The case I would make is that when using child tables you inner join and if the join is not made the heading consists of zero entries, not a tuple containing nulls. This would tend to be fast in most RDBMS implementations.
This blog entry is old, but it makes me shake my head.
1. K.I.S.S. In the child table approach you end up having having to create an OUTER join and end up with NULLs anyway–unless you want to do an inner join and lose out on the historical data.
There is no normalization gain and it creates more headaches. Also, while there are good exceptions, creating a one-to-one table should be considered a mistake unless shown otherwise.
For your example, creating a delivery-type domain table that defines:
-Historical Unknown (set as default, if you wish)
-Express
-Standard
accomplishes all that’s needed without the ambiguity or confusion.
2. Many people have said this and it needs to be restated: Relational data is NOT OO. Don’t approach data refactoring the same way!
You don’t want it simple if it is also not right. Deceitful simplicity is its own kind of stupidity.
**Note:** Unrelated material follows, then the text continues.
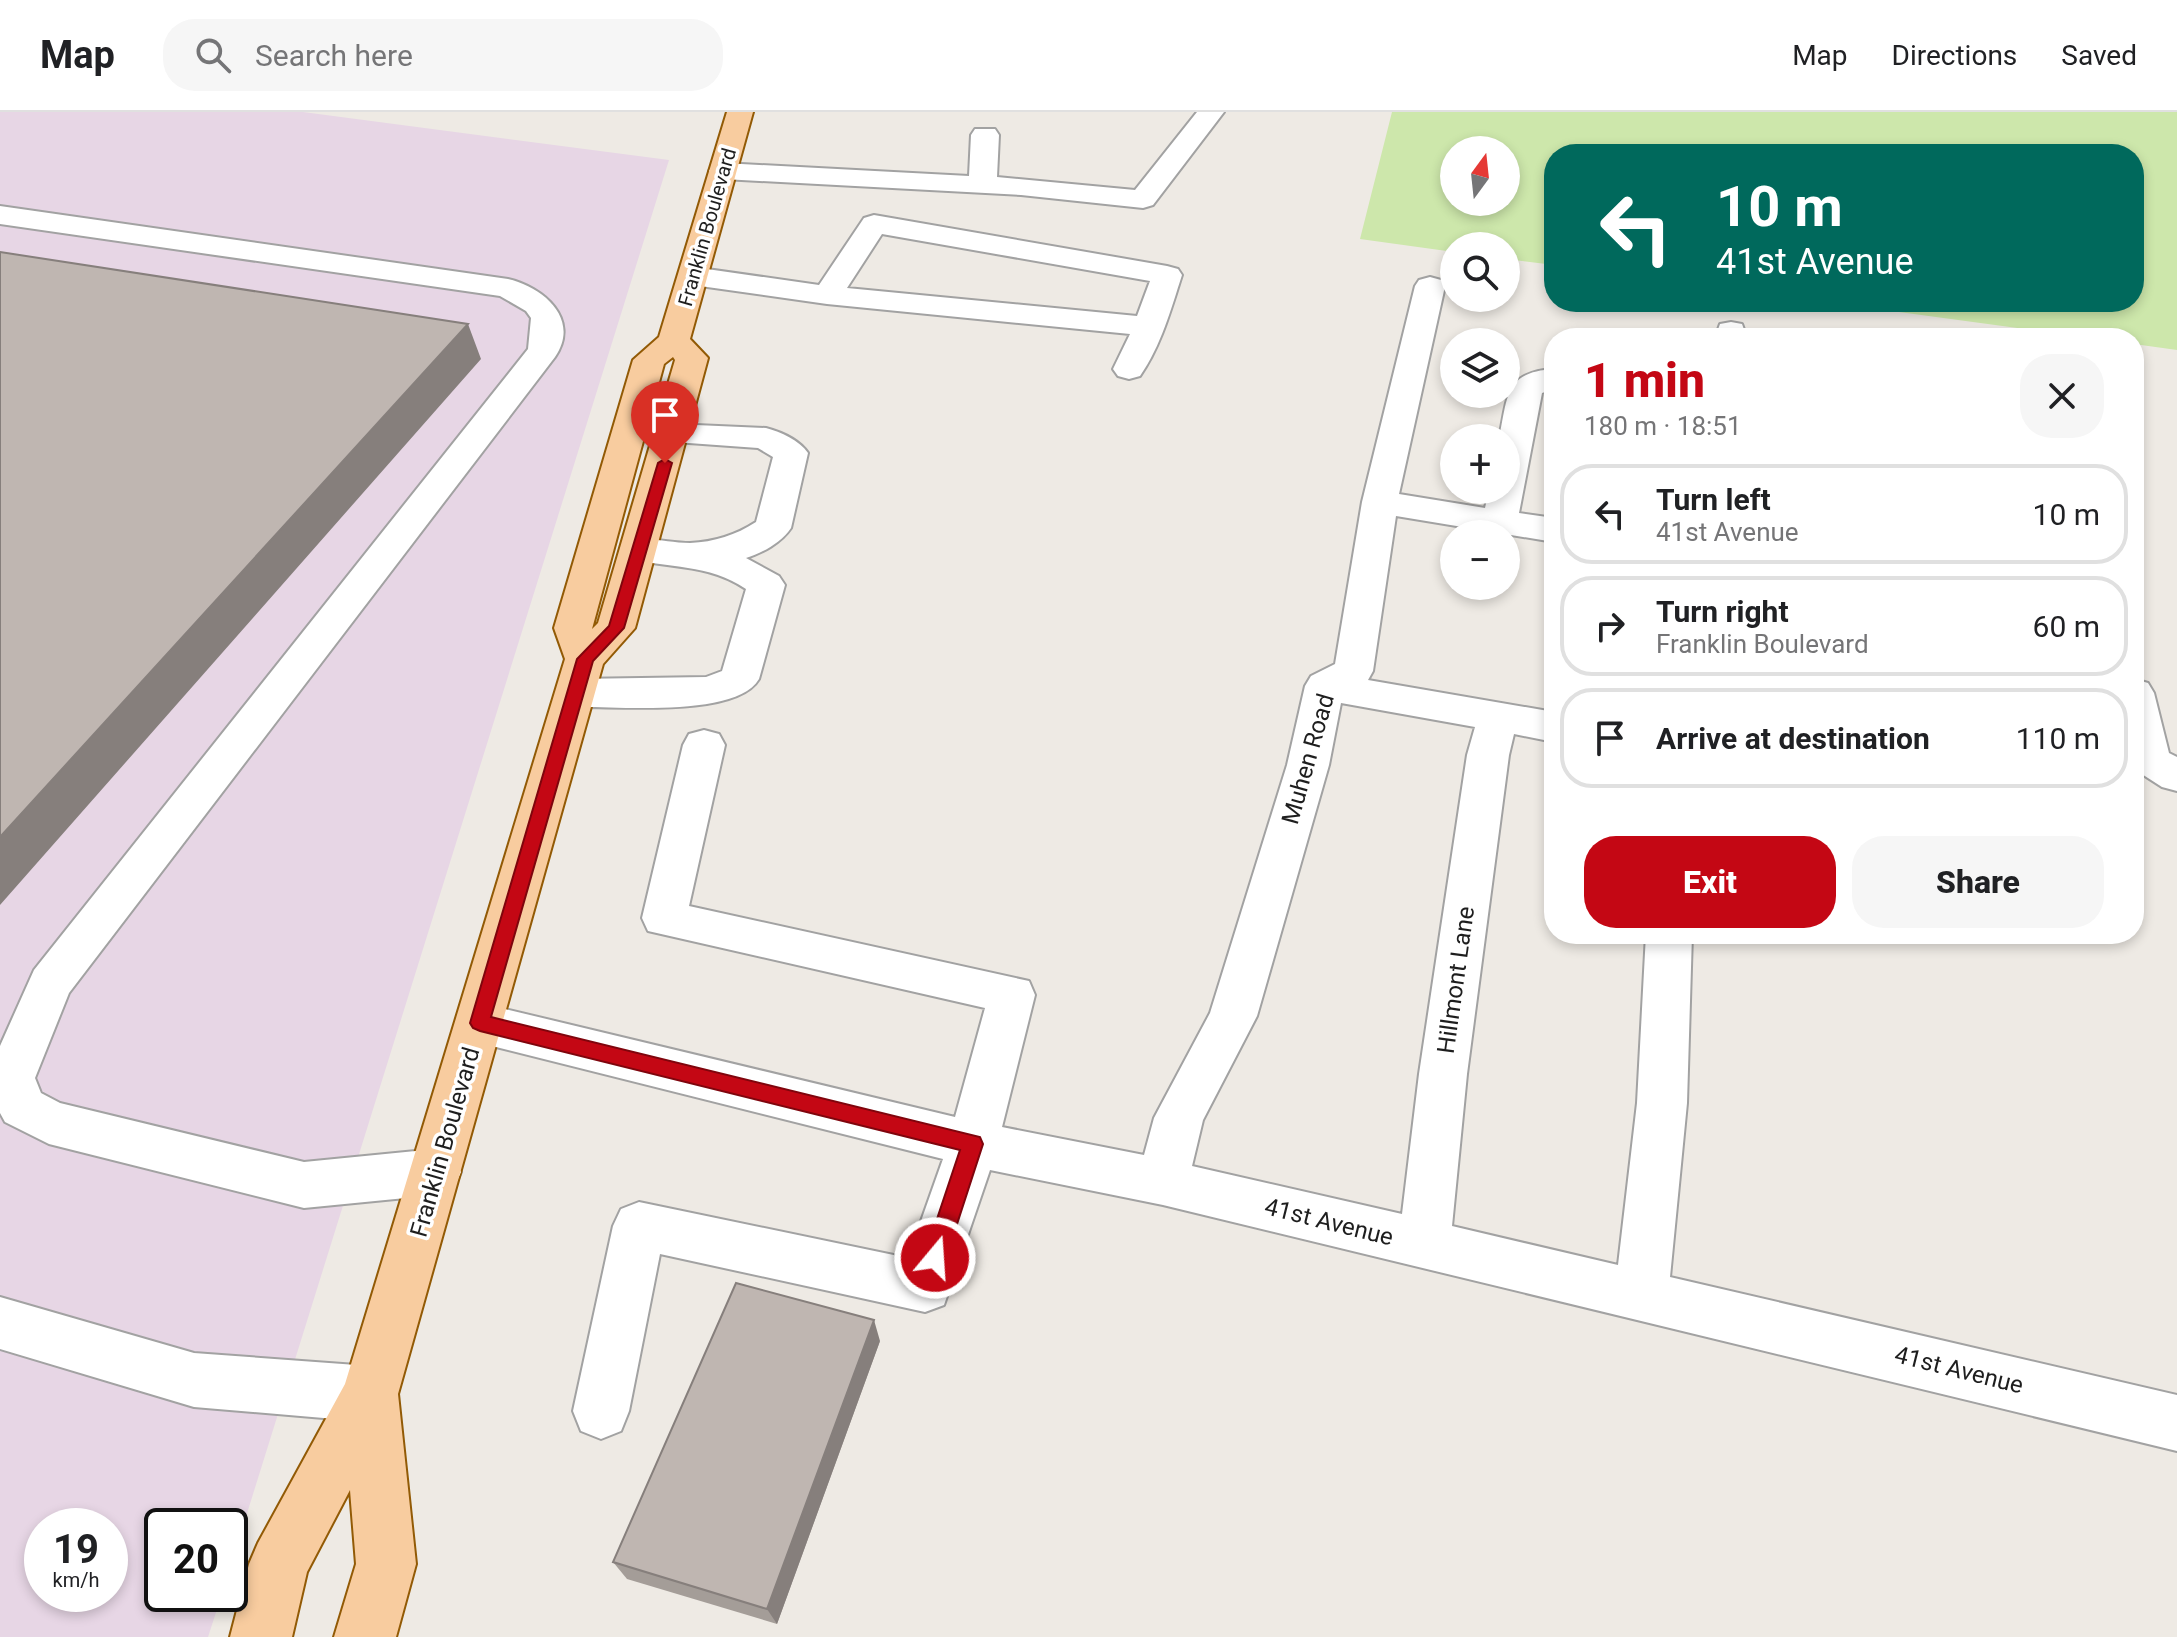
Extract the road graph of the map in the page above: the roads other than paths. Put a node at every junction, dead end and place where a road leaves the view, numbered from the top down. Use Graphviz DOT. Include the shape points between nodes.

I do think it is more acceptable for the projection to generate NULL values than to retain NULL in the tables.
However the biggest mistake I think you’ve made is the idea that you have historic data when you don’t. You would obviously want an Inner Join in the example above because you want to exclude deliveries for which the delivery option was not recorded.
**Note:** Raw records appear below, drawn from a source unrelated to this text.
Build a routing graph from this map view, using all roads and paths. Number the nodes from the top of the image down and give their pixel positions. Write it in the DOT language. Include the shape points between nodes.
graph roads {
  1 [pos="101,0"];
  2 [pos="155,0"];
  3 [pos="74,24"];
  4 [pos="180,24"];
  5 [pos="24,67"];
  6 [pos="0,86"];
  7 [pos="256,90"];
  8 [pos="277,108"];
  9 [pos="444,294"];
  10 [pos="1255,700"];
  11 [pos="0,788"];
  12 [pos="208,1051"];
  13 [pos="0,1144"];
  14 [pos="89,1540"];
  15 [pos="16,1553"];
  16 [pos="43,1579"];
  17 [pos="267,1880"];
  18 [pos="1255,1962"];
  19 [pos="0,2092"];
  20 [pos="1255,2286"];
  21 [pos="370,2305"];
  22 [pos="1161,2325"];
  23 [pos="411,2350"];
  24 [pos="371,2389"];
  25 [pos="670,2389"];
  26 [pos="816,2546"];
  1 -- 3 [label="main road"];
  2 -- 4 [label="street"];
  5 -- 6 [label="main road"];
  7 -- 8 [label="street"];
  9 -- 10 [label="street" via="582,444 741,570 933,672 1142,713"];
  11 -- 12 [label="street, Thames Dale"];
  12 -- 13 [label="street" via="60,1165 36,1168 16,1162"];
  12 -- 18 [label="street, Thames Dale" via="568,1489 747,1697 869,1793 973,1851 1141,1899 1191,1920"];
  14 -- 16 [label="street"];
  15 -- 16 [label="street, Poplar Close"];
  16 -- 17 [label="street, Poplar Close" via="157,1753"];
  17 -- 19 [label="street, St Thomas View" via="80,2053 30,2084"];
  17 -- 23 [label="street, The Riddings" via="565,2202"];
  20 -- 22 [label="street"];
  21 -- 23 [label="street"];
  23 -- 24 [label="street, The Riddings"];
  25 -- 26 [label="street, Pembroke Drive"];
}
My reading of your comment (and apologies if this is wrong) is that you regard “Unknown” to be some kind of fact or value that can be asserted. This is clearly paradoxical, unless you are a fan of the Rumsfeldian “Known Unknowns”, Unknown means that you do not know which of the options was chosen or indeed, more severely, whether the option was relevant to the order (maybe we were using our own delivery fleet at the time of that order).
Allowing “Unknown” as a relational data variable seems to be to inject vast quantities of “ambiguity or confusion” into the schema for little gain. Giving it a default value instead is just putting lipstick on the pig.
I am not sure what you mean by “normalization gain” clearly the child table would be of higher normal form than adding another data column would be. My observed experience is that having the historical data present also skews histogram and index generation and causes query plan pain in a way that child tables don’t. However this is entirely based on instinct and experience. In real life I would be willing to experiment with different solutions if performance was critical and denormalise if necessary.
Let’s take a step back: By “child” table, do you mean the DELIVERYTYPE domain table? Or do
you mean an ORDER_DELIVERYTYPE join table?
Maybe I’ve just been caught up in terminology…
If you mean DELIVERYTYPE, then we’re mostly in full agreement and I owe you an apology (but do DB developers that bad really exist?) If it’s the latter, then I just don’t see it. What normalization rule would apply? Presumably a semantic relationship of some kind?